## What to do
Look through the listing below, and wherever a line has the string "edges", pull it out.

## Dataset content
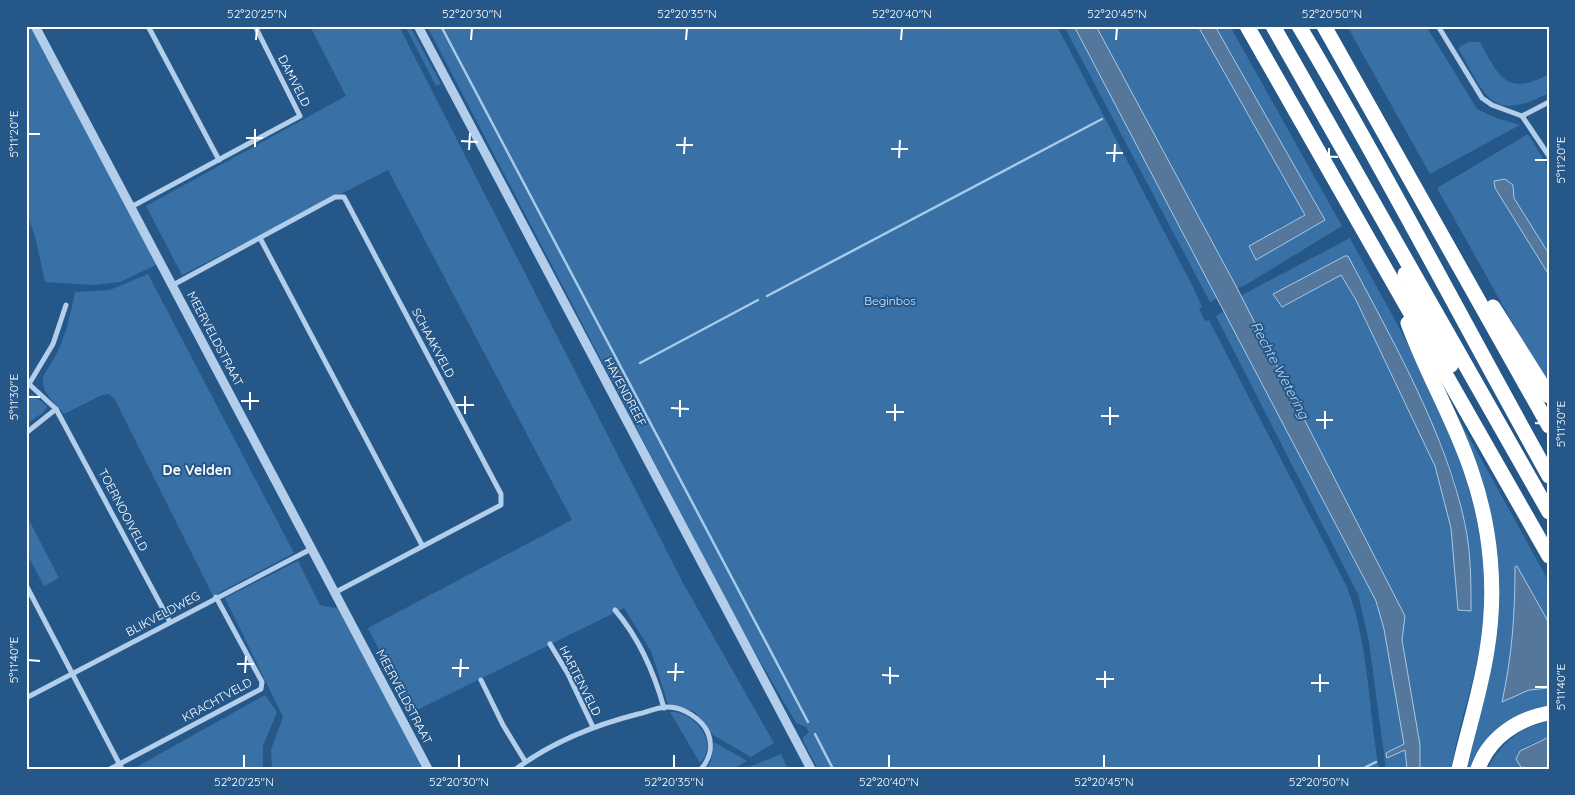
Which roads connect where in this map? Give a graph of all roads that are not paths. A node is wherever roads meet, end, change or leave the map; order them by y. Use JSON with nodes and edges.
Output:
{"nodes":[{"id":1,"x":148,"y":26,"type":"edge"},
{"id":2,"x":255,"y":26,"type":"edge"},
{"id":3,"x":418,"y":26,"type":"edge"},
{"id":4,"x":1247,"y":26,"type":"edge"},
{"id":5,"x":1273,"y":26,"type":"edge"},
{"id":6,"x":1299,"y":26,"type":"edge"},
{"id":7,"x":1324,"y":26,"type":"edge"},
{"id":8,"x":1438,"y":26,"type":"edge"},
{"id":9,"x":38,"y":27,"type":"edge"},
{"id":10,"x":1549,"y":102,"type":"edge"},
{"id":11,"x":1522,"y":116,"type":"junction"},
{"id":12,"x":1549,"y":156,"type":"edge"},
{"id":13,"x":219,"y":160,"type":"junction"},
{"id":14,"x":131,"y":207,"type":"junction"},
{"id":15,"x":1378,"y":214,"type":"junction"},
{"id":16,"x":260,"y":238,"type":"junction"},
{"id":17,"x":1453,"y":253,"type":"junction"},
{"id":18,"x":173,"y":285,"type":"junction"},
{"id":19,"x":1396,"y":288,"type":"junction"},
{"id":20,"x":66,"y":305,"type":"dead end"},
{"id":21,"x":28,"y":387,"type":"edge"},
{"id":22,"x":1549,"y":396,"type":"edge"},
{"id":23,"x":56,"y":409,"type":"junction"},
{"id":24,"x":1549,"y":426,"type":"edge"},
{"id":25,"x":26,"y":433,"type":"edge"},
{"id":26,"x":1549,"y":476,"type":"edge"},
{"id":27,"x":1524,"y":511,"type":"junction"},
{"id":28,"x":1549,"y":512,"type":"edge"},
{"id":29,"x":422,"y":545,"type":"junction"},
{"id":30,"x":311,"y":549,"type":"junction"},
{"id":31,"x":1549,"y":556,"type":"edge"},
{"id":32,"x":26,"y":585,"type":"edge"},
{"id":33,"x":28,"y":592,"type":"edge"},
{"id":34,"x":334,"y":593,"type":"junction"},
{"id":35,"x":216,"y":597,"type":"junction"},
{"id":36,"x":615,"y":610,"type":"dead end"},
{"id":37,"x":170,"y":622,"type":"junction"},
{"id":38,"x":550,"y":644,"type":"dead end"},
{"id":39,"x":73,"y":674,"type":"junction"},
{"id":40,"x":481,"y":680,"type":"dead end"},
{"id":41,"x":26,"y":698,"type":"edge"},
{"id":42,"x":664,"y":708,"type":"junction"},
{"id":43,"x":1549,"y":713,"type":"edge"},
{"id":44,"x":593,"y":727,"type":"junction"},
{"id":45,"x":525,"y":761,"type":"junction"},
{"id":46,"x":121,"y":767,"type":"edge"},
{"id":47,"x":110,"y":769,"type":"edge"},
{"id":48,"x":428,"y":769,"type":"edge"},
{"id":49,"x":516,"y":769,"type":"edge"},
{"id":50,"x":701,"y":769,"type":"edge"},
{"id":51,"x":811,"y":769,"type":"edge"},
{"id":52,"x":1459,"y":769,"type":"edge"},
{"id":53,"x":1478,"y":769,"type":"edge"}],
"edges":[{"from":1,"to":13,"type":"street"},
{"from":2,"to":13,"type":"street","name":"DAMVELD"},
{"from":3,"to":51,"type":"street","name":"HAVENDREEF"},
{"from":4,"to":19,"type":"highway"},
{"from":5,"to":15,"type":"highway"},
{"from":6,"to":26,"type":"highway"},
{"from":7,"to":17,"type":"highway"},
{"from":8,"to":11,"type":"street"},
{"from":9,"to":14,"type":"street","name":"MEERVELDSTRAAT"},
{"from":10,"to":11,"type":"street"},
{"from":11,"to":12,"type":"street"},
{"from":13,"to":14,"type":"street","name":"DAMVELD"},
{"from":14,"to":18,"type":"street","name":"MEERVELDSTRAAT"},
{"from":15,"to":27,"type":"highway"},
{"from":15,"to":28,"type":"highway"},
{"from":16,"to":18,"type":"street","name":"SCHAAKVELD"},
{"from":16,"to":29,"type":"street"},
{"from":16,"to":29,"type":"street","name":"SCHAAKVELD"},
{"from":17,"to":22,"type":"highway"},
{"from":17,"to":24,"type":"highway"},
{"from":18,"to":30,"type":"street","name":"MEERVELDSTRAAT"},
{"from":19,"to":27,"type":"highway"},
{"from":19,"to":52,"type":"highway"},
{"from":20,"to":21,"type":"street","name":"TOERNOOIVELD"},
{"from":21,"to":23,"type":"street","name":"TOERNOOIVELD"},
{"from":23,"to":25,"type":"street"},
{"from":23,"to":37,"type":"street","name":"TOERNOOIVELD"},
{"from":27,"to":31,"type":"highway"},
{"from":29,"to":34,"type":"street","name":"SCHAAKVELD"},
{"from":30,"to":34,"type":"street","name":"MEERVELDSTRAAT"},
{"from":30,"to":35,"type":"street","name":"BLIKVELDWEG"},
{"from":32,"to":33,"type":"street"},
{"from":33,"to":39,"type":"street"},
{"from":34,"to":48,"type":"street","name":"MEERVELDSTRAAT"},
{"from":35,"to":37,"type":"street","name":"BLIKVELDWEG"},
{"from":35,"to":46,"type":"street","name":"KRACHTVELD"},
{"from":36,"to":42,"type":"street"},
{"from":37,"to":39,"type":"street","name":"BLIKVELDWEG"},
{"from":38,"to":44,"type":"street","name":"HARTENVELD"},
{"from":39,"to":41,"type":"street","name":"BLIKVELDWEG"},
{"from":39,"to":46,"type":"street"},
{"from":40,"to":45,"type":"street"},
{"from":42,"to":44,"type":"street","name":"HARTENVELD"},
{"from":42,"to":50,"type":"street","name":"HARTENVELD"},
{"from":43,"to":53,"type":"highway"},
{"from":44,"to":45,"type":"street","name":"HARTENVELD"},
{"from":45,"to":49,"type":"street","name":"HARTENVELD"},
{"from":46,"to":47,"type":"street","name":"KRACHTVELD"}]}
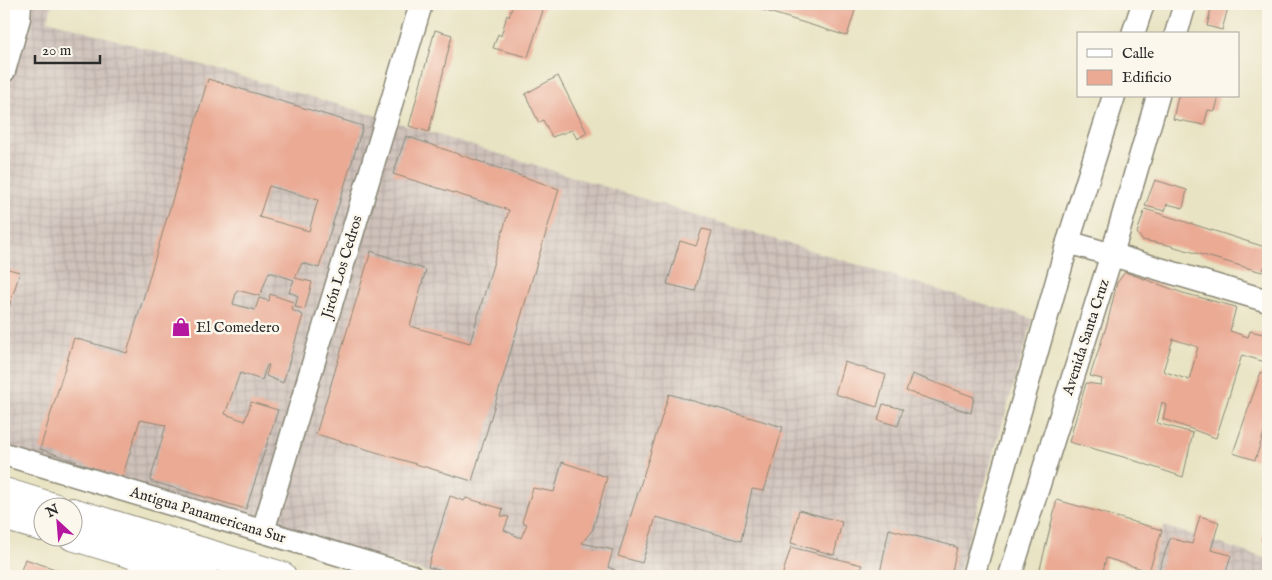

## Your response
Which roads connect where in this map? Give a graph of all roads that are not paths. A node is wherever roads meet, end, change or leave the map; order them by y. Use JSON with nodes and edges.
"edges":[{"from":1,"to":13,"type":"street"},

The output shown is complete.